La Sala de lo
Social del Tribunal Supremo, en su STS n.º 532/2026, de 10 de
junio, ECLI:ES:TS:2026:2660, desestima el recurso de casación para la
unificación de doctrina interpuesto por la empresa y confirma la sentencia del
TSJ de Cataluña que declaró improcedente el despido. El núcleo del litigio era
determinar si un acuerdo transaccional firmado el mismo día del cese, con
reconocimiento empresarial de la improcedencia y una indemnización inferior a
la legal, tenía o no eficacia liberatoria bastante para impedir la acción de
despido.
Relevancia
del fallo
La resolución
resulta relevante porque precisa que la validez extintiva de estos
pactos no depende solo de que exista una cláusula general de renuncia de
acciones, sino de que el acuerdo sea claro, realmente transaccional y no quede
sometido, de forma ambigua, a una ulterior ratificación o desenvolvimiento en
conciliación administrativa. Si se genera oscuridad sobre si la
eficacia definitiva depende de lo que ocurra en el SMAC, esa ambigüedad juega
en contra de su fuerza liberatoria.
Antecedentes
del caso
Tras un despido
disciplinario, empresa y trabajador suscribieron ese mismo día un documento
privado en el que la empleadora reconocía la improcedencia del despido y
ofrecía 20.000 euros de indemnización, cantidad inferior a la que después fijó
el TSJ de Cataluña. El pacto incluía, además, el compromiso de acudir a
conciliación administrativa y contenía referencias simultáneas a que el acuerdo
producía efectos desde su firma y a que en el acto de conciliación se
reflejaría el completo abono de la indemnización pactada. Finalmente, el
acuerdo no fue ratificado en conciliación y el trabajador impugnó el despido.
En instancia, la
demanda fue desestimada al atribuirse al pacto eficacia liberatoria. Sin
embargo, en suplicación, el TSJ de Cataluña revocó ese criterio, descartó la
eficacia extintiva del acuerdo privado y declaró el despido improcedente, con
condena a la empresa a optar entre la readmisión o la indemnización legal. El
Supremo confirma ahora la firmeza de esa solución al desestimar el recurso
unificador.
Qué exige el
Supremo para apreciar eficacia liberatoria
La sentencia
sistematiza los elementos que deben concurrir para que un documento
transaccional pueda desplegar eficacia liberatoria en su vertiente extintiva.
Entre ellos menciona:
- Que el acuerdo sea claro y con un desglose
económico suficiente.
- Que exista un pago real o una voluntad de pago
nítidamente expresada.
- Que medie un cierto margen temporal entre la
decisión extintiva y la firma del pacto.
- Que no existan vicios del consentimiento y que el
trabajador disponga de verdadera capacidad deliberativa.

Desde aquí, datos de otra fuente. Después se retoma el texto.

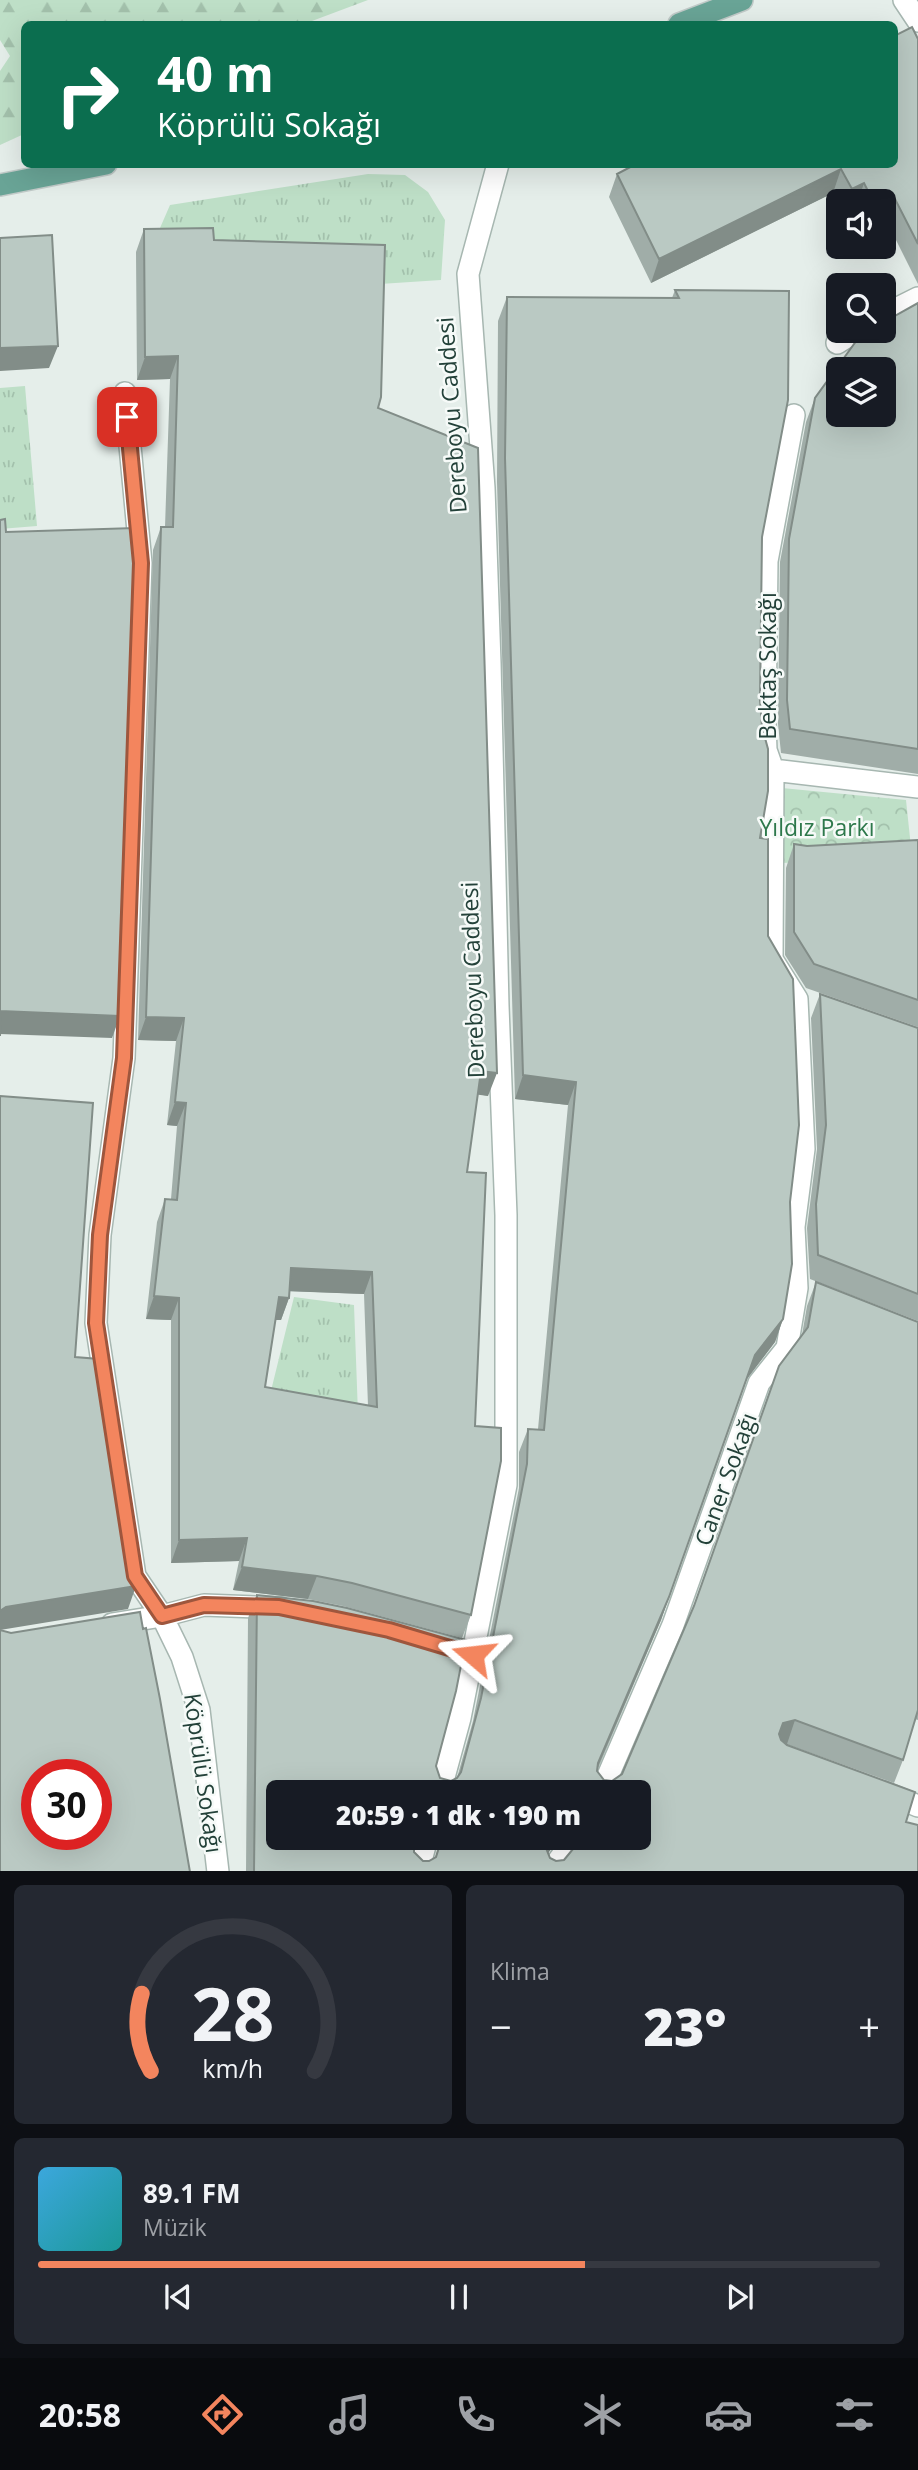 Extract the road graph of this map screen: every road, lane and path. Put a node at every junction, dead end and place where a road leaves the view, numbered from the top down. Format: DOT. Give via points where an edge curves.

- Que, aunque la cuantía pactada pueda ser inferior a
la legal, ello responda a una transacción real sobre una controversia y no
a una mera renuncia genérica.
También
recuerda que no es un obstáculo por sí solo el hecho de que el pacto deba
reproducirse en vía administrativa, siempre que quede claro que no se
supedita a una ratificación ulterior.
El Tribunal
aprecia diferencias relevantes respecto de la sentencia de contraste aportada
por la empresa y, por ello, niega la contradicción necesaria para unificar
doctrina. Pero, además, deja ver por qué el pacto discutido no podía operar
automáticamente como cierre del conflicto: se firmó el mismo día del despido,
la indemnización ofrecida era notablemente inferior a la legal y, sobre todo,
resultaba ambiguo al enlazar la eficacia del acuerdo con lo que ocurriera en la
conciliación administrativa. Esa oscuridad impedía reconocerle de manera
concluyente un efecto liberatorio frente a la posterior acción de despido.
La sentencia
refuerza la idea de que los acuerdos privados posteriores al despido no
neutralizan por sí solos la impugnación judicial si su redacción no refleja de
forma inequívoca una verdadera transacción extintiva. Para empresas y personas
trabajadoras, el fallo subraya la importancia de cuidar la claridad del
documento, delimitar bien las concesiones recíprocas y evitar cláusulas que
hagan depender el efecto extintivo de un trámite posterior de conciliación si
se pretende cerrar definitivamente la controversia.